Upon hearing that Joe Maggio’s Bitter Feast would be a part of the Austin Film Festival I instantly knew that I had to check it out. I really like cooking shows, especially Gordon Ramsey’s ‘Hells Kitchen’, and I thought it would be a similar experience.  I was wrong.  What I got instead was a movie that is longer than it needs to be and shares its plot points with nearly ever other kidnap thriller made in the last ten years.

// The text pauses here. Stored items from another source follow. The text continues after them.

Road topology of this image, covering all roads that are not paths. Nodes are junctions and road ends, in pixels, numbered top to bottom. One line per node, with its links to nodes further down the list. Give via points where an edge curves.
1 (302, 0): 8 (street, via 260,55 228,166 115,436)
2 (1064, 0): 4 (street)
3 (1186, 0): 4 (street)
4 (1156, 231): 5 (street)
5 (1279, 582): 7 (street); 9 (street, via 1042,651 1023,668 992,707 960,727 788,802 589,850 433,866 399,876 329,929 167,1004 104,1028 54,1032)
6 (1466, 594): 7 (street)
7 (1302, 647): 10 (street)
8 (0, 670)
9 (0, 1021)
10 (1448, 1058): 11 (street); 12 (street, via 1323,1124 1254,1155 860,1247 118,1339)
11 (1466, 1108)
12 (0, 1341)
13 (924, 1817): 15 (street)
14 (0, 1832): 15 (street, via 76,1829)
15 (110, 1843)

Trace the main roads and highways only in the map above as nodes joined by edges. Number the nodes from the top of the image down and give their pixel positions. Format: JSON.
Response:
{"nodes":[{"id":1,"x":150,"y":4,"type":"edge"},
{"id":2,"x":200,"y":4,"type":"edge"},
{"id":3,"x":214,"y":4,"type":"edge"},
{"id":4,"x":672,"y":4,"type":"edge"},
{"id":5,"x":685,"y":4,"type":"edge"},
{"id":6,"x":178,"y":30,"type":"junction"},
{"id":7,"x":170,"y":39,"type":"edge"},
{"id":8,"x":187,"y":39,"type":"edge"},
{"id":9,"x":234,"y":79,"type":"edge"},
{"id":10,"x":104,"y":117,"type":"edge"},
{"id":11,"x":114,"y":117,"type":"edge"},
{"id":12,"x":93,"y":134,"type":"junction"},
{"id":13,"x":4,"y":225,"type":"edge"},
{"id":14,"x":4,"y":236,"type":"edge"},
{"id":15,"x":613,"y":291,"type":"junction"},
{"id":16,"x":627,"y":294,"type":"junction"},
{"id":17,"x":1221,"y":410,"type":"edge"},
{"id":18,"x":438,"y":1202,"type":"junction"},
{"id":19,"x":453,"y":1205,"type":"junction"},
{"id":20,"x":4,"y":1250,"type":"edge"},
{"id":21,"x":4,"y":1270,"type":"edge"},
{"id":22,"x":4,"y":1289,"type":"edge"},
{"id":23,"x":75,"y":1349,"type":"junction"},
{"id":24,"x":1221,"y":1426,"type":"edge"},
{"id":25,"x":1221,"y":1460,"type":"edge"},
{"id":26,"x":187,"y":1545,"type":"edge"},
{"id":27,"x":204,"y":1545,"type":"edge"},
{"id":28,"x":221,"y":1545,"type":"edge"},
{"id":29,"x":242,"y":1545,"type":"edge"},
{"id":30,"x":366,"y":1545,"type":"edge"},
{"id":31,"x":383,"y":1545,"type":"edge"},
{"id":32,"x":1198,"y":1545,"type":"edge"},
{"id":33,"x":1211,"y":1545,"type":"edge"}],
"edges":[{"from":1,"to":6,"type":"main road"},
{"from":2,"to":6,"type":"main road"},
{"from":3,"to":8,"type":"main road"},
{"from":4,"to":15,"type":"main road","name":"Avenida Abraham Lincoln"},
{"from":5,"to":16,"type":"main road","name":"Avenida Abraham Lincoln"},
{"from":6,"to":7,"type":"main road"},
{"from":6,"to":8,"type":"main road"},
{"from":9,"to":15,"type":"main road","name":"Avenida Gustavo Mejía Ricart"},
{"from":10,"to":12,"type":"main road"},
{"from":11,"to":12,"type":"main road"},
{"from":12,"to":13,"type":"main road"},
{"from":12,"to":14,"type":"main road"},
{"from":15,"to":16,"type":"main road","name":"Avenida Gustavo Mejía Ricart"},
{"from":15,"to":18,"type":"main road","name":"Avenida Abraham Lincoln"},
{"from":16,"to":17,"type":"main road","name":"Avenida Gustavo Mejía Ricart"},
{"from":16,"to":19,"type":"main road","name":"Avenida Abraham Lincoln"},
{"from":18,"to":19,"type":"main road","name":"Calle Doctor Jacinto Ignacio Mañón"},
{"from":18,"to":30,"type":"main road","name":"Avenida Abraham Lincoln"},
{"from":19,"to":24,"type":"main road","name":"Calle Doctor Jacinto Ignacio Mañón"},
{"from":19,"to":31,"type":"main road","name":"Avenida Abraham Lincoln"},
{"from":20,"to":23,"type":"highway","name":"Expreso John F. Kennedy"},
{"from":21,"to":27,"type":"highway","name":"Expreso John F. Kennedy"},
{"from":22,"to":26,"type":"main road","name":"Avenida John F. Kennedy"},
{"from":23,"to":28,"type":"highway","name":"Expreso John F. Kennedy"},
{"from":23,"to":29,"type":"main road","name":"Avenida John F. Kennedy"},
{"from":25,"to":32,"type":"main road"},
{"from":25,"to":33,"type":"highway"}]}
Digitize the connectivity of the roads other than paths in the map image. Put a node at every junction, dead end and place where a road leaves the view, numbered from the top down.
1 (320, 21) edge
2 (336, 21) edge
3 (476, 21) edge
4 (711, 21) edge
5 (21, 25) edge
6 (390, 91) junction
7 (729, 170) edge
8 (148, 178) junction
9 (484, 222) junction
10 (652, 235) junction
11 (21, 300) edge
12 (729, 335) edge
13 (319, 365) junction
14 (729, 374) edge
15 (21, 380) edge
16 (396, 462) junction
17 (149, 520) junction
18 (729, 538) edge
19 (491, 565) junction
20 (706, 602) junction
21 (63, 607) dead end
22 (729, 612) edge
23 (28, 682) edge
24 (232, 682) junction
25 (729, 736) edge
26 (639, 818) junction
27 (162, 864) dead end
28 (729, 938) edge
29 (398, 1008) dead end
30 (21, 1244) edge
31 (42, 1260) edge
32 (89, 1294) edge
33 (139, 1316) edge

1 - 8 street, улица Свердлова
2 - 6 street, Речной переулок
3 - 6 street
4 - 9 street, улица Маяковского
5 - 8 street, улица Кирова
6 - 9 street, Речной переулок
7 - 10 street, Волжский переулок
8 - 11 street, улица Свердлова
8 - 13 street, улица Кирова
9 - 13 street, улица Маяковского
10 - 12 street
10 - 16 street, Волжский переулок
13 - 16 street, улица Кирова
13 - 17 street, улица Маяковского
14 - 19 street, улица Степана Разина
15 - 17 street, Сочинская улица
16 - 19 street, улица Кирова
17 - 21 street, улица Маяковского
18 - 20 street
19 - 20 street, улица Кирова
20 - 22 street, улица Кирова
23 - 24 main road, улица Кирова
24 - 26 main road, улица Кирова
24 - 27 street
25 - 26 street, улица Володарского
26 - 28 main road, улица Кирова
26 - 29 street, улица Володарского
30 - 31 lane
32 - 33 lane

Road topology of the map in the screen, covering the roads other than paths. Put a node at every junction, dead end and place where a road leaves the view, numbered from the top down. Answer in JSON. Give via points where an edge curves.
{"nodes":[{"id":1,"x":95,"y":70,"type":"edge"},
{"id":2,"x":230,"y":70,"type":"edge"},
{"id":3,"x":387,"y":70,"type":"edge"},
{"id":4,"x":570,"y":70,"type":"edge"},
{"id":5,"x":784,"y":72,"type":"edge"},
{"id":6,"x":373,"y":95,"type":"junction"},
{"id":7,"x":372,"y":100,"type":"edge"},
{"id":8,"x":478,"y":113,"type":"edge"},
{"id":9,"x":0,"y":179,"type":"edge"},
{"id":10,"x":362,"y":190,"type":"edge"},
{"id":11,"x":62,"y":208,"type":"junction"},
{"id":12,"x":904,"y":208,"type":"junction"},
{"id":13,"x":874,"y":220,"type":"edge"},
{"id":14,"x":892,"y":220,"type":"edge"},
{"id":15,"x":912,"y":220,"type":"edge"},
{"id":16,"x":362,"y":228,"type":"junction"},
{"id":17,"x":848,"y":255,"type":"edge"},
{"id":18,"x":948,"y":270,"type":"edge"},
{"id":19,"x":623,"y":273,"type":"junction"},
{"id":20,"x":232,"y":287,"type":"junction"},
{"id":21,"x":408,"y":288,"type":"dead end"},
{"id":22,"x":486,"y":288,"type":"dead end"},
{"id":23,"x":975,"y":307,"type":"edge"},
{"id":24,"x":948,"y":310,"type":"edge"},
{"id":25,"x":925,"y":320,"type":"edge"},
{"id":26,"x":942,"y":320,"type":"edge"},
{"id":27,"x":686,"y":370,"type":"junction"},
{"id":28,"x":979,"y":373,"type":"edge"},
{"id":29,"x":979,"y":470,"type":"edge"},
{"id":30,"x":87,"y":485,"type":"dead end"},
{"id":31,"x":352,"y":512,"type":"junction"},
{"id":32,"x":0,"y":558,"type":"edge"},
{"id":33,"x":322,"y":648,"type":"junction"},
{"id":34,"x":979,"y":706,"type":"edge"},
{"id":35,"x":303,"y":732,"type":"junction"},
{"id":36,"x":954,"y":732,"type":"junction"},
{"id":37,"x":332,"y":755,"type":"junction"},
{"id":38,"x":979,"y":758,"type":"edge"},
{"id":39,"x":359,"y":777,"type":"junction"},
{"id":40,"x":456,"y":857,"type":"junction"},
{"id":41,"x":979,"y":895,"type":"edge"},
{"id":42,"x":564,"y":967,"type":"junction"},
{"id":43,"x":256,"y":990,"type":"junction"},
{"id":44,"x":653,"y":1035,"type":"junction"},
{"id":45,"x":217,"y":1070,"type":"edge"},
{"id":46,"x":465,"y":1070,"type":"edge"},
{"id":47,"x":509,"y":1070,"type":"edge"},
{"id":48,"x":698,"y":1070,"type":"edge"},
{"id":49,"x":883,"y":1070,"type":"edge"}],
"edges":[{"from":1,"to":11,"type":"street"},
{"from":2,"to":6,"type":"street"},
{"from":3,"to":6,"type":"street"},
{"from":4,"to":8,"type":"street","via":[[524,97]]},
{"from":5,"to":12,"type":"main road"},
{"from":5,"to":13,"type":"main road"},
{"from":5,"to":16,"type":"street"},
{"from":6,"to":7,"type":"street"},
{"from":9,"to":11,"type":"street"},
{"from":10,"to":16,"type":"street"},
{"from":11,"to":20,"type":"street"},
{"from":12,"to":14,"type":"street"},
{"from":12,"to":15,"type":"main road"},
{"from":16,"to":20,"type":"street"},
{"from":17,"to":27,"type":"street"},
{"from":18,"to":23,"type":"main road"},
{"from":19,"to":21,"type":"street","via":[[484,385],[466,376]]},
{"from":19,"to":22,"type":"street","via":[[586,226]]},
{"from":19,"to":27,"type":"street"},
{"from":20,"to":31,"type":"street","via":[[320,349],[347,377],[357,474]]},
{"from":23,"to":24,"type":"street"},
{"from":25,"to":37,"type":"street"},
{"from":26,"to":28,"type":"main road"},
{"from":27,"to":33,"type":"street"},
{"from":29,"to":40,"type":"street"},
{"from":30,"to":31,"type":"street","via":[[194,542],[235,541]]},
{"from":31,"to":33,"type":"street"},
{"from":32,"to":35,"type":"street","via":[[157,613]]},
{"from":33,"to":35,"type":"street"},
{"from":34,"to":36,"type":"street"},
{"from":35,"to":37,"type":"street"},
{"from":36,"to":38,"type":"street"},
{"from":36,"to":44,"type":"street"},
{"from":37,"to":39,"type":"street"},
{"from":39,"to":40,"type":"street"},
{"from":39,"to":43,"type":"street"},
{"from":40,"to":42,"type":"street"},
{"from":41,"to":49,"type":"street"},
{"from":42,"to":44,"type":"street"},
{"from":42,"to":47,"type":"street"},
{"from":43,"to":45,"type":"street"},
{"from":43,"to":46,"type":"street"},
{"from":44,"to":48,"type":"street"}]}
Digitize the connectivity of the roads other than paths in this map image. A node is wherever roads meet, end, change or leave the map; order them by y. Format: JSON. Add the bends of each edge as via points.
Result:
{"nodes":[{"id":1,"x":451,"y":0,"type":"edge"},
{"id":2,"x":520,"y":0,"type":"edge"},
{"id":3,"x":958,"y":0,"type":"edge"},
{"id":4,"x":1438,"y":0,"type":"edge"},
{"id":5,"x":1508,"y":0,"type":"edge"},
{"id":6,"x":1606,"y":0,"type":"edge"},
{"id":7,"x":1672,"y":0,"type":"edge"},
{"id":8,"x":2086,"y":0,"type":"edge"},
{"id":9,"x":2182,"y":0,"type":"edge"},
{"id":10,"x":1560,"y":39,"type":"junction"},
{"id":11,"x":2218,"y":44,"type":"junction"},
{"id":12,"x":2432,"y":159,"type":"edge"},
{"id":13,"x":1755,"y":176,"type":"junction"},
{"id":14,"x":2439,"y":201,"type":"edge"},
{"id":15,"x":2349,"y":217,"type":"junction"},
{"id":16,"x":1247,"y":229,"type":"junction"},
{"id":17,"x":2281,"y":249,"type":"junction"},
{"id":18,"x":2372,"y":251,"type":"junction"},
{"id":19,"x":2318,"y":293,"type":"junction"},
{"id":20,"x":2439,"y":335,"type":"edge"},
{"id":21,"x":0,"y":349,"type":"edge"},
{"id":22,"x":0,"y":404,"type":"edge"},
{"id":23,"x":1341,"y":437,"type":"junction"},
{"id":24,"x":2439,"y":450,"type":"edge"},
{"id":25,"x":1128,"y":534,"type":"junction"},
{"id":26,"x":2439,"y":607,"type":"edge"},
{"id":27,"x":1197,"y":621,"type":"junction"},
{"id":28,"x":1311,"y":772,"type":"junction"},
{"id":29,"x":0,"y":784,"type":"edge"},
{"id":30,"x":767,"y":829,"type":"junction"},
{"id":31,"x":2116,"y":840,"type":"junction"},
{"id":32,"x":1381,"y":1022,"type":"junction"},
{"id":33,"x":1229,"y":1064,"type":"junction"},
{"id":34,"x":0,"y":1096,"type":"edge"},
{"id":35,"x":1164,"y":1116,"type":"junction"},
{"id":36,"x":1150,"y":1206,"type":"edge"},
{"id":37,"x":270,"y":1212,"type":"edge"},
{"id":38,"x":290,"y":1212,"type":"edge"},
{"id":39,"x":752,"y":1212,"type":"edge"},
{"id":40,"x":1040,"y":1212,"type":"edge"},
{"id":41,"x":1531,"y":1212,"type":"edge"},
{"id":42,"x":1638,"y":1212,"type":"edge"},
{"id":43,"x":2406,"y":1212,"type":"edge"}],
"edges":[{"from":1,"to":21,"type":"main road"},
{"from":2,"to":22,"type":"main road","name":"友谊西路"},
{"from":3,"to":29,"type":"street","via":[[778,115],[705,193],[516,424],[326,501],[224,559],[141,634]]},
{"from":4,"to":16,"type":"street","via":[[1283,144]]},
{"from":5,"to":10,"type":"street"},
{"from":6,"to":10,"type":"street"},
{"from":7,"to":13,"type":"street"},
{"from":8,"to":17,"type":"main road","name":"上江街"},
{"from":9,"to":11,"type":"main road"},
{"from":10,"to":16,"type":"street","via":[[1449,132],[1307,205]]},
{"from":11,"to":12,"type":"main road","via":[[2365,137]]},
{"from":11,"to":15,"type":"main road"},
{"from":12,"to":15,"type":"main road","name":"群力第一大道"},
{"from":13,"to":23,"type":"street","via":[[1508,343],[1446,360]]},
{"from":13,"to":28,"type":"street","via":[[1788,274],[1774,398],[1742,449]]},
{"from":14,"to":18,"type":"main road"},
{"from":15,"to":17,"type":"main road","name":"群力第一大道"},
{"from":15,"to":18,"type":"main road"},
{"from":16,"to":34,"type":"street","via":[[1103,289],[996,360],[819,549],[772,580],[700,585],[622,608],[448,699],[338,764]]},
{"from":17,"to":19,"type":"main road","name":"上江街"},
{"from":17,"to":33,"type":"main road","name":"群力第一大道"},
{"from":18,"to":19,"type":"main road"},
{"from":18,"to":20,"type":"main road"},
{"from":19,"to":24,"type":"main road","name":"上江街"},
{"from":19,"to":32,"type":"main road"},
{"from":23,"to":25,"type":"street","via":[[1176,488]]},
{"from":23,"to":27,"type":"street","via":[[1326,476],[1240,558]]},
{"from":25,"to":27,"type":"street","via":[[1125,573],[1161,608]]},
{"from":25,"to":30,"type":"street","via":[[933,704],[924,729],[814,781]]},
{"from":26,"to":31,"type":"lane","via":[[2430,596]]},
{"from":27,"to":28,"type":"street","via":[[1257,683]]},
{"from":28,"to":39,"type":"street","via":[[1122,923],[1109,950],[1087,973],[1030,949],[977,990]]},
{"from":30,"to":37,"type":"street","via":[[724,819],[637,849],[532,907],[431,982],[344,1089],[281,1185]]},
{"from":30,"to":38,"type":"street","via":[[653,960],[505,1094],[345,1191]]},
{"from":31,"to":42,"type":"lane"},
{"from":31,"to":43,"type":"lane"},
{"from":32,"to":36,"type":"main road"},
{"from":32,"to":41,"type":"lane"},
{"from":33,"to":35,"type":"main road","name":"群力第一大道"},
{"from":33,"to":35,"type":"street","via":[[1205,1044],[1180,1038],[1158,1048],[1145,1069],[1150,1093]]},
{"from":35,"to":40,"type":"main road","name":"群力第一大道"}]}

Peter Grey is a successful television cook living and working in the heart of New York.  But when a scathing review from snarky restaurant critic JT Franks threatens to ruin his career Grey opts to fight back. Pushed over the edge and convinced this blogger has killed the dream he has worked for all his life, the famous chef hijacks the culprit in a remote cabin where he prepares a classic dish of revenge - served cold.  Maggio's darkly satirical look at the relationship between the critic and the artist is demented and humorous, growing more and more brutal until the shocking final course.

I think this movie would have been better had it been made as a comedy rather than a dark thriller. After the first five minutes you will likely be thinking the same.  Bitter Feast had a lot of potential, but in the end it does not deliver.  It takes an idea that we have all seen and does nothing with it.  I wouldn’t expect you to find this on DVD any time soon, but perhaps as a 2 a.m. snack on the food network.